E se andasse male? Dai magnifici sette incaricati della mediazione non filtra nulla o quasi, si capisce solo che il problema rimane sempre quello, chi dà la linea politica, chi decide dove andare, chi gestirà la partita del Quirinale, per dire. Il Movimento 5 stelle si appende alla mediazione, oggi altro round negoziale, dagli entourage del team del futuro a 5 stelle si spiega che sarà lunga. Sono ore di tattiche e nervosismi, la lettera di cento tra eletti e attivisti che hanno scritto a Beppe Grillo di stare attento, di non farsi fregare, ha colpito il fondatore. Lui stesso si è fatto convincere dai suoi “meravigliosi ragazzi” di sempre, Luigi Di Maio e Roberto Fico - saranno loro ad avere la parola più pesante, quella definitiva, nella pattuglia che lima i cavilli contiani li ha delegati di una mediazione che non lo ha mai convinto fino in fon- do ma della quale capisce le ragioni. E se andasse male? Grillo ha in mente una nuova soluzione nel caso tutto franasse, la tiene lì nel cassetto, la accarezza, solamente accennata ai diretti interessati, se ne parlerà quando e se sarà necessario. È l’idea di un triumvirato che possa traghettare l’M5s senza Conte su approdi se non sicuri almeno non disastrosi, un terzetto composto dagli stessi Di Maio e Fico, affiancati da Virginia Raggi. La sindaca ha respinto i tentativi di Conte della scorsa settimana di portarla dalla sua parte e, complici i difficili equilibri da mantenere in vista del- la campagna elettorale, si è mantenuta su una posizione di terzietà, convinta che una soluzione potesse essere trovata.
E dunque abbiamo i sette mediatori che devono sventare l’uomo solo al comando, mentre i cinque del Direttorio lascerebbero spazio al triumvirato, in una cabala pentastellata che rimane oscura ai più.
Il fatto è che quando Grillo ha provato a convincere i big a candidarsi nel suo Direttorio ha ricevuto risposte gelide, se non dei secchi no. Nessuno vuole ereditare una specie di bad company, nessuno si vuole intestare la guida della guerra a Conte, perché la frattura è tutta personale, tra garante ed ex premier, e lì la si vuole confinare. Un deputato che ne sa, spiega che “al Direttorio pensato da Beppe potevamo avere Dino Giarrusso e Danilo Toninelli, colleghi degnissimi ma come la eserciti la leadership con i colonnelli? Per quella partita di servono i generali”. Come a dire che il rischio è quello di un Direttorio di “pesi medi” che poco o nulla controllerebbe del Movimento 5 stelle, senza contare poi l’ombra del fondatore, che gli rimarrebbe appiccicata inesorabilmente addosso creando una patina preventiva di delegittimazione.
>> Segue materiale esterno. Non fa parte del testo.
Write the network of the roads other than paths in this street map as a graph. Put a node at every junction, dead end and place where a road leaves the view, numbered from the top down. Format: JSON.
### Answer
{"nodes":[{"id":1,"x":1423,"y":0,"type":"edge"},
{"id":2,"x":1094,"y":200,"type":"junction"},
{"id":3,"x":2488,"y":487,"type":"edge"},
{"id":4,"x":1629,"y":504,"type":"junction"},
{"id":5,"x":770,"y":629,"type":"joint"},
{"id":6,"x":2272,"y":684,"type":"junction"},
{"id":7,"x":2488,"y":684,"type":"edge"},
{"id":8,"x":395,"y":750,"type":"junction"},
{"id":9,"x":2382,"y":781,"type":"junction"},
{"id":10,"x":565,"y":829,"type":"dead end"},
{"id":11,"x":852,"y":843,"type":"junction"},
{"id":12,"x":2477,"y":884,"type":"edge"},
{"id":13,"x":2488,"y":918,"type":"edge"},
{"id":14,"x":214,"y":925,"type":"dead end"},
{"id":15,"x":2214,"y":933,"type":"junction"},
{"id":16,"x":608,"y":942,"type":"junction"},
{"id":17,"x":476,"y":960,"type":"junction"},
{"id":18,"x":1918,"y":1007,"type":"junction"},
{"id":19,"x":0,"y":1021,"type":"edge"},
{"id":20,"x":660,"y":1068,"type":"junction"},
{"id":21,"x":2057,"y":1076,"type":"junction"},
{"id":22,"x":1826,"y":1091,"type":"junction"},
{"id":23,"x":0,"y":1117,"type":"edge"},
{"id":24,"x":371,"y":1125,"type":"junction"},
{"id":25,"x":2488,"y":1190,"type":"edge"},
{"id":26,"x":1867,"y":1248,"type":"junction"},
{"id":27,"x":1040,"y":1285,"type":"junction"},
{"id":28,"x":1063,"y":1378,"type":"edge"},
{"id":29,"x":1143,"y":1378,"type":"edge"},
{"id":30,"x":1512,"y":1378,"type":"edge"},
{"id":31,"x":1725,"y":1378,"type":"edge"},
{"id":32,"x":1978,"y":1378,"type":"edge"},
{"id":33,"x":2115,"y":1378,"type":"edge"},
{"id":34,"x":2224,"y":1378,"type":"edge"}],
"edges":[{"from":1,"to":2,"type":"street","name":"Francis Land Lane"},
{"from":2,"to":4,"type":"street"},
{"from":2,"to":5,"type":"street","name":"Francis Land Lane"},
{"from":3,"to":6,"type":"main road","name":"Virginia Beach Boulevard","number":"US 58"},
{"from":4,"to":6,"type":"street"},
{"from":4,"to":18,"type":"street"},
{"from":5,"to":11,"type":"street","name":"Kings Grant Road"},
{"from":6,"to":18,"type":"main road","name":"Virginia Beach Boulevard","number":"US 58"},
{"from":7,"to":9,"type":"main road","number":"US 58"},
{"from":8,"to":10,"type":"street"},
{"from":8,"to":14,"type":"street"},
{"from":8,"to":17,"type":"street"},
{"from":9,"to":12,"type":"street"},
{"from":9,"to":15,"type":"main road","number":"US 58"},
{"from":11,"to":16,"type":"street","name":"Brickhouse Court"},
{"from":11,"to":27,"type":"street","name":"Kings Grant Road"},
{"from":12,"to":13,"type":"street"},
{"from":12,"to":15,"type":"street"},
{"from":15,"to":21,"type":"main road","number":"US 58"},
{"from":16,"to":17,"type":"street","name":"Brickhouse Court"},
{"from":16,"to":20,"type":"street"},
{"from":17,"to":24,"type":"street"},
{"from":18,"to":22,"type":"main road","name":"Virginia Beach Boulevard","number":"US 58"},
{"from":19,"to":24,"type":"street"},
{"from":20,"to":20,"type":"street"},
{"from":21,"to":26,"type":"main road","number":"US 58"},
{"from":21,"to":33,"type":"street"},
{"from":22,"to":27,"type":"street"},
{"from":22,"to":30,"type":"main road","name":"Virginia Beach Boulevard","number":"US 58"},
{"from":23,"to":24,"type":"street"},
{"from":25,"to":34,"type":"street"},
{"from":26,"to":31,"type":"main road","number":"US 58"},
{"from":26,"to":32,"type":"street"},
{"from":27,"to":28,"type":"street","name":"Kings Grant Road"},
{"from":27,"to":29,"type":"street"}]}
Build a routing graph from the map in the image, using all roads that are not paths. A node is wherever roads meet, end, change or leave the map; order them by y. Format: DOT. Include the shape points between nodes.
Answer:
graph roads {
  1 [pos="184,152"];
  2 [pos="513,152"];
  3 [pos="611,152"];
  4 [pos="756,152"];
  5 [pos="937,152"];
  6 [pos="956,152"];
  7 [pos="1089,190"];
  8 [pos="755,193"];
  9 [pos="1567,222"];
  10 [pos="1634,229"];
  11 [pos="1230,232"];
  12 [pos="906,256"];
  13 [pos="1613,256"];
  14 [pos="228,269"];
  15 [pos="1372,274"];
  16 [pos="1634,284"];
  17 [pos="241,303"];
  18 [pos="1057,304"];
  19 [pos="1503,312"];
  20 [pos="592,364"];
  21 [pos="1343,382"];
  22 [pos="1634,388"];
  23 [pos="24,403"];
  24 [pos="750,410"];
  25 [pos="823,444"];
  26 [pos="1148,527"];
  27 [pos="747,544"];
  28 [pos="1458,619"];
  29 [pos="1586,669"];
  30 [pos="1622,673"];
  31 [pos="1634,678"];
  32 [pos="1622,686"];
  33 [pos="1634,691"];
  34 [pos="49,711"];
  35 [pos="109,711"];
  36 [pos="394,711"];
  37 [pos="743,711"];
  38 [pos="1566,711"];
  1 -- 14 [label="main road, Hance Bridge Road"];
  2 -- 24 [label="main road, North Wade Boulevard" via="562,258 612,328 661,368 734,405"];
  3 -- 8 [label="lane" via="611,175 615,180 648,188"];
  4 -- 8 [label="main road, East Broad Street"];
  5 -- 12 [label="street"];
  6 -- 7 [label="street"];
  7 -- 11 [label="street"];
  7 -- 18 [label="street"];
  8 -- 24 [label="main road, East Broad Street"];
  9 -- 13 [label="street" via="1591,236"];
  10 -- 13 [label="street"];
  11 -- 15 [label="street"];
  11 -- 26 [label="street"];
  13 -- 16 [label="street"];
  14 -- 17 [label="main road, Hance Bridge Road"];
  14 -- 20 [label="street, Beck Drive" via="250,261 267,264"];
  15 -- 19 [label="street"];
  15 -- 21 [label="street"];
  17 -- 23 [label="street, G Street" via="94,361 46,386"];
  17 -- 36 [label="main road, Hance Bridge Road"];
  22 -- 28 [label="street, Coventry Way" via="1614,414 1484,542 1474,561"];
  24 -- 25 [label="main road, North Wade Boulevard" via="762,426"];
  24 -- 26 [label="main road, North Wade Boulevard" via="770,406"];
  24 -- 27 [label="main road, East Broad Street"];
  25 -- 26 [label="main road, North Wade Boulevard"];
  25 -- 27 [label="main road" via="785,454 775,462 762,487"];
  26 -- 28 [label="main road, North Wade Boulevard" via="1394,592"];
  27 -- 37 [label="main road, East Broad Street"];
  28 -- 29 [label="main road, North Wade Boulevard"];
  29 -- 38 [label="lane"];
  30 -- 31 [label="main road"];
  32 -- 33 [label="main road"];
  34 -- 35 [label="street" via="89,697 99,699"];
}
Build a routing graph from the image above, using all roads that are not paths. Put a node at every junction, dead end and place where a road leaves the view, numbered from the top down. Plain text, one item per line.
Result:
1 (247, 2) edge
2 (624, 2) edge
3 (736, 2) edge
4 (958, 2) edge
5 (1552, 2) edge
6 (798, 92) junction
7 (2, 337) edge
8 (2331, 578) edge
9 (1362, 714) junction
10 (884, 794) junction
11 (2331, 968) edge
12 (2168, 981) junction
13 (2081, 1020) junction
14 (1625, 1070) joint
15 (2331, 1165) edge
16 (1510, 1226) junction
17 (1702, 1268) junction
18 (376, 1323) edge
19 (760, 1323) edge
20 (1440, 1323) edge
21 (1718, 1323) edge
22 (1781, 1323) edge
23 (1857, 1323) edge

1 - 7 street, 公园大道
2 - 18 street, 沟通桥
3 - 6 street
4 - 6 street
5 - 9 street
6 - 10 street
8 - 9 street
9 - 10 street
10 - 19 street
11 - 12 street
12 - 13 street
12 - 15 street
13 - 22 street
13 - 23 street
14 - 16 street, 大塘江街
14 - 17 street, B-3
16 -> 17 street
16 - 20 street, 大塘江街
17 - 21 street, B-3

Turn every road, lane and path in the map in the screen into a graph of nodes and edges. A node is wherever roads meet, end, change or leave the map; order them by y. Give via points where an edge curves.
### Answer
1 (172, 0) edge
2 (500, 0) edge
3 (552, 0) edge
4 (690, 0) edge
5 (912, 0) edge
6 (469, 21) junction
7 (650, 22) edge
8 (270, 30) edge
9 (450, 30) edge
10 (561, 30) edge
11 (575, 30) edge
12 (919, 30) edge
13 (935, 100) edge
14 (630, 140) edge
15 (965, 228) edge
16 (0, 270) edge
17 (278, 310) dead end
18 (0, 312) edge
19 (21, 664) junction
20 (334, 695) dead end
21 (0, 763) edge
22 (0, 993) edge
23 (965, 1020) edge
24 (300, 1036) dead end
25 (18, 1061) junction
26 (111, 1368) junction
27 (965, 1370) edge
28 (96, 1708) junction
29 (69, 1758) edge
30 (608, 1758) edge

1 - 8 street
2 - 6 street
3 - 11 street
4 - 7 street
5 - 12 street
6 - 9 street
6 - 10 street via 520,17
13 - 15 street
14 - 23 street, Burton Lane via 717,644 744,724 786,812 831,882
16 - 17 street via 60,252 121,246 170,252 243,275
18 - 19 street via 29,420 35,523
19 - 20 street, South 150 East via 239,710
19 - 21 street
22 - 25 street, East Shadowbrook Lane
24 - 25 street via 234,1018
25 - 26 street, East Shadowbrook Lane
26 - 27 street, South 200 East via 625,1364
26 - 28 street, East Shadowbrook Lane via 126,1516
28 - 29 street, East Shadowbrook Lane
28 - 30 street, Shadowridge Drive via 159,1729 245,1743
E dunque l’ex comico medita un altro scarto se tutto franasse giù, anche se i tempi lunghi che filtrano dalla stanza dei mediatori accredita la volontà di far decantare le tensioni, ammorbidire le spigolosità dei duellanti, chiudere un accordo che sarebbe per tutti al ribasso, dal quale ci si tornerebbe ad abbracciare con un coltello nascosto nella cintura, ma almeno sarebbe un accordo. Nelle chat dei parlamentari di entrambi gli schieramenti gira all’impazzata lo screenshot di un’intervista al sondaggista Nicola Piepoli, che a Libero affida una previsione: “Nessuno dei due partiti supererebbe l’8%”. E sono sempre più i parlamentari della terra di mezzo, tiepidamente convinti delle ragioni dell’uno o dell’altro, che dopo la sbornia iniziale adesso guardano alla mediazione come unica possibilità di vedersi preservata almeno una speranza di futuro, perché “l’8% di 400 vuol dire 36 -spiega uno dil oro- e con il sistema elettorale attuale anche molti di meno”, alludendo al taglio dei parlamentari e alla fosca previsione che, tra Camera e Senato e considerando le probabili new entry, a riconfermarsi sul seggio sia un uscente su cinque, sempre che tutto vada bene. Per questo la spinta a chiudere è alta, ma si temporeggia perché un accordo ancora non c’è, con Conte che rimane tetragono nella sua volontà di fare il leader dimezzato e Grillo che elabora exit strategy, perché non si sa mai.